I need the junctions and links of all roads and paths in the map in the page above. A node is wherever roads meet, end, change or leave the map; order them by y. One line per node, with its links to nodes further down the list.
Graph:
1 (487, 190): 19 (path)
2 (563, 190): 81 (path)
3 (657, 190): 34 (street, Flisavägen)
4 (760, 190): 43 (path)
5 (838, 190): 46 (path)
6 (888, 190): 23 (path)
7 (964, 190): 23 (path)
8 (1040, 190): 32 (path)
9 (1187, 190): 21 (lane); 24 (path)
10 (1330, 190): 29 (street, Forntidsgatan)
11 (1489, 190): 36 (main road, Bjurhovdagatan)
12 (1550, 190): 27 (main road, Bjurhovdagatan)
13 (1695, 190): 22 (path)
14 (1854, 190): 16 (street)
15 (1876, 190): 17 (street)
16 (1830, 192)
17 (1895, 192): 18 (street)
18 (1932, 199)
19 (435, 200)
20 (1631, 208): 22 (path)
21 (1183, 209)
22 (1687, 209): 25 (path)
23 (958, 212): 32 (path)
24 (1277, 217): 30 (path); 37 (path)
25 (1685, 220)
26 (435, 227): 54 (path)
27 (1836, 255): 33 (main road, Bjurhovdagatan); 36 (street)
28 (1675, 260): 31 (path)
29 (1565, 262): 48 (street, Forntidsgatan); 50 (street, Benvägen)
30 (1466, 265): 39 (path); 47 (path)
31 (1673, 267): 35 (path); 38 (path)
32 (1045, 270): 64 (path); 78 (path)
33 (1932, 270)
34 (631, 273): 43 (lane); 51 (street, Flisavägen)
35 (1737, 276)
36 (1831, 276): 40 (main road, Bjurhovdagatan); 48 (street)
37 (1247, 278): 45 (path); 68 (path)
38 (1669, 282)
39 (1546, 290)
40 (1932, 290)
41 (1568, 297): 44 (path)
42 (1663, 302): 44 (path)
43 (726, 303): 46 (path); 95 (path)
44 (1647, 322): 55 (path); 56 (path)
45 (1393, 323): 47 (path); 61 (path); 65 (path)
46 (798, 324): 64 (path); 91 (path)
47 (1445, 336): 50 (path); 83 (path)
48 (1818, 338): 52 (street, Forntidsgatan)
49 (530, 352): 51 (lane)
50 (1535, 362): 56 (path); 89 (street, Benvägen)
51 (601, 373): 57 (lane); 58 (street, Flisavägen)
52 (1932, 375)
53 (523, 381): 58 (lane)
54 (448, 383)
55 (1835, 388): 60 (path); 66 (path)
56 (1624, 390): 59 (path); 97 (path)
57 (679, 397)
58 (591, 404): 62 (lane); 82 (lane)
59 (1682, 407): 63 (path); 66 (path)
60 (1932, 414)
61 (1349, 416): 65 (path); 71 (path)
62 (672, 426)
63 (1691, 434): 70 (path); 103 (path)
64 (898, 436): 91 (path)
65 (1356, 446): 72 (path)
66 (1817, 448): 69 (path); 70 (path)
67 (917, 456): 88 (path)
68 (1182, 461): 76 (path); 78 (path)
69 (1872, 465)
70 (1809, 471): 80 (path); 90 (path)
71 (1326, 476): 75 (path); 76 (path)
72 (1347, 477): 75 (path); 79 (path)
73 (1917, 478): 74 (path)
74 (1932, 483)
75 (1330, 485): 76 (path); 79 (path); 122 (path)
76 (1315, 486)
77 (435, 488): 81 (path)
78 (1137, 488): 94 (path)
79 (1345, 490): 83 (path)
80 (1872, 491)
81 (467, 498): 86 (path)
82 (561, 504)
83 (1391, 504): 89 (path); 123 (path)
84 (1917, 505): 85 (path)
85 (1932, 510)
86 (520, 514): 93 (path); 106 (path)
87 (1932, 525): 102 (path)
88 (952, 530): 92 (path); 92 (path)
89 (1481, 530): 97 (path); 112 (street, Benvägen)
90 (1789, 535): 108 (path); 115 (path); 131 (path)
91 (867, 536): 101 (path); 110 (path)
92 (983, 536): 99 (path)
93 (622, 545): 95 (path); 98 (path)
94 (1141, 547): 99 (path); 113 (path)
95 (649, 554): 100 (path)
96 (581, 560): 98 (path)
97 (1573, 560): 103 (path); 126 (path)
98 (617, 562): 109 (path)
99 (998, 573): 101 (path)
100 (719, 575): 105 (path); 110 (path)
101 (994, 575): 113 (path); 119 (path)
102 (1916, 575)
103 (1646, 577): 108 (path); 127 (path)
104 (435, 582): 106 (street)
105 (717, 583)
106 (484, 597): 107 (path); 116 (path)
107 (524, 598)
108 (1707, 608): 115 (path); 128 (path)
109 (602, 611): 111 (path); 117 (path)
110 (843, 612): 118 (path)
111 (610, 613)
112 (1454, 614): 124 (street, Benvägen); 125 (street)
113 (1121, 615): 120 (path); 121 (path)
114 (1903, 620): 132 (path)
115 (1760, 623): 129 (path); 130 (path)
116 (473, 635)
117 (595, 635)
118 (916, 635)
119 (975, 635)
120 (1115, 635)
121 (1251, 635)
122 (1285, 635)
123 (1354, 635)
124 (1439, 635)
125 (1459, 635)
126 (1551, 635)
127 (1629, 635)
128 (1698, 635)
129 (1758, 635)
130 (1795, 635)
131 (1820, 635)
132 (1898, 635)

WORK INSTRUCTIONS: Would you reproduce every record above exactly as it appears?

SOLUTION FOR THIS PROBLEM:
I need the junctions and links of all roads and paths in the map in the page above. A node is wherever roads meet, end, change or leave the map; order them by y. One line per node, with its links to nodes further down the list.
Graph:
1 (487, 190): 19 (path)
2 (563, 190): 81 (path)
3 (657, 190): 34 (street, Flisavägen)
4 (760, 190): 43 (path)
5 (838, 190): 46 (path)
6 (888, 190): 23 (path)
7 (964, 190): 23 (path)
8 (1040, 190): 32 (path)
9 (1187, 190): 21 (lane); 24 (path)
10 (1330, 190): 29 (street, Forntidsgatan)
11 (1489, 190): 36 (main road, Bjurhovdagatan)
12 (1550, 190): 27 (main road, Bjurhovdagatan)
13 (1695, 190): 22 (path)
14 (1854, 190): 16 (street)
15 (1876, 190): 17 (street)
16 (1830, 192)
17 (1895, 192): 18 (street)
18 (1932, 199)
19 (435, 200)
20 (1631, 208): 22 (path)
21 (1183, 209)
22 (1687, 209): 25 (path)
23 (958, 212): 32 (path)
24 (1277, 217): 30 (path); 37 (path)
25 (1685, 220)
26 (435, 227): 54 (path)
27 (1836, 255): 33 (main road, Bjurhovdagatan); 36 (street)
28 (1675, 260): 31 (path)
29 (1565, 262): 48 (street, Forntidsgatan); 50 (street, Benvägen)
30 (1466, 265): 39 (path); 47 (path)
31 (1673, 267): 35 (path); 38 (path)
32 (1045, 270): 64 (path); 78 (path)
33 (1932, 270)
34 (631, 273): 43 (lane); 51 (street, Flisavägen)
35 (1737, 276)
36 (1831, 276): 40 (main road, Bjurhovdagatan); 48 (street)
37 (1247, 278): 45 (path); 68 (path)
38 (1669, 282)
39 (1546, 290)
40 (1932, 290)
41 (1568, 297): 44 (path)
42 (1663, 302): 44 (path)
43 (726, 303): 46 (path); 95 (path)
44 (1647, 322): 55 (path); 56 (path)
45 (1393, 323): 47 (path); 61 (path); 65 (path)
46 (798, 324): 64 (path); 91 (path)
47 (1445, 336): 50 (path); 83 (path)
48 (1818, 338): 52 (street, Forntidsgatan)
49 (530, 352): 51 (lane)
50 (1535, 362): 56 (path); 89 (street, Benvägen)
51 (601, 373): 57 (lane); 58 (street, Flisavägen)
52 (1932, 375)
53 (523, 381): 58 (lane)
54 (448, 383)
55 (1835, 388): 60 (path); 66 (path)
56 (1624, 390): 59 (path); 97 (path)
57 (679, 397)
58 (591, 404): 62 (lane); 82 (lane)
59 (1682, 407): 63 (path); 66 (path)
60 (1932, 414)
61 (1349, 416): 65 (path); 71 (path)
62 (672, 426)
63 (1691, 434): 70 (path); 103 (path)
64 (898, 436): 91 (path)
65 (1356, 446): 72 (path)
66 (1817, 448): 69 (path); 70 (path)
67 (917, 456): 88 (path)
68 (1182, 461): 76 (path); 78 (path)
69 (1872, 465)
70 (1809, 471): 80 (path); 90 (path)
71 (1326, 476): 75 (path); 76 (path)
72 (1347, 477): 75 (path); 79 (path)
73 (1917, 478): 74 (path)
74 (1932, 483)
75 (1330, 485): 76 (path); 79 (path); 122 (path)
76 (1315, 486)
77 (435, 488): 81 (path)
78 (1137, 488): 94 (path)
79 (1345, 490): 83 (path)
80 (1872, 491)
81 (467, 498): 86 (path)
82 (561, 504)
83 (1391, 504): 89 (path); 123 (path)
84 (1917, 505): 85 (path)
85 (1932, 510)
86 (520, 514): 93 (path); 106 (path)
87 (1932, 525): 102 (path)
88 (952, 530): 92 (path); 92 (path)
89 (1481, 530): 97 (path); 112 (street, Benvägen)
90 (1789, 535): 108 (path); 115 (path); 131 (path)
91 (867, 536): 101 (path); 110 (path)
92 (983, 536): 99 (path)
93 (622, 545): 95 (path); 98 (path)
94 (1141, 547): 99 (path); 113 (path)
95 (649, 554): 100 (path)
96 (581, 560): 98 (path)
97 (1573, 560): 103 (path); 126 (path)
98 (617, 562): 109 (path)
99 (998, 573): 101 (path)
100 (719, 575): 105 (path); 110 (path)
101 (994, 575): 113 (path); 119 (path)
102 (1916, 575)
103 (1646, 577): 108 (path); 127 (path)
104 (435, 582): 106 (street)
105 (717, 583)
106 (484, 597): 107 (path); 116 (path)
107 (524, 598)
108 (1707, 608): 115 (path); 128 (path)
109 (602, 611): 111 (path); 117 (path)
110 (843, 612): 118 (path)
111 (610, 613)
112 (1454, 614): 124 (street, Benvägen); 125 (street)
113 (1121, 615): 120 (path); 121 (path)
114 (1903, 620): 132 (path)
115 (1760, 623): 129 (path); 130 (path)
116 (473, 635)
117 (595, 635)
118 (916, 635)
119 (975, 635)
120 (1115, 635)
121 (1251, 635)
122 (1285, 635)
123 (1354, 635)
124 (1439, 635)
125 (1459, 635)
126 (1551, 635)
127 (1629, 635)
128 (1698, 635)
129 (1758, 635)
130 (1795, 635)
131 (1820, 635)
132 (1898, 635)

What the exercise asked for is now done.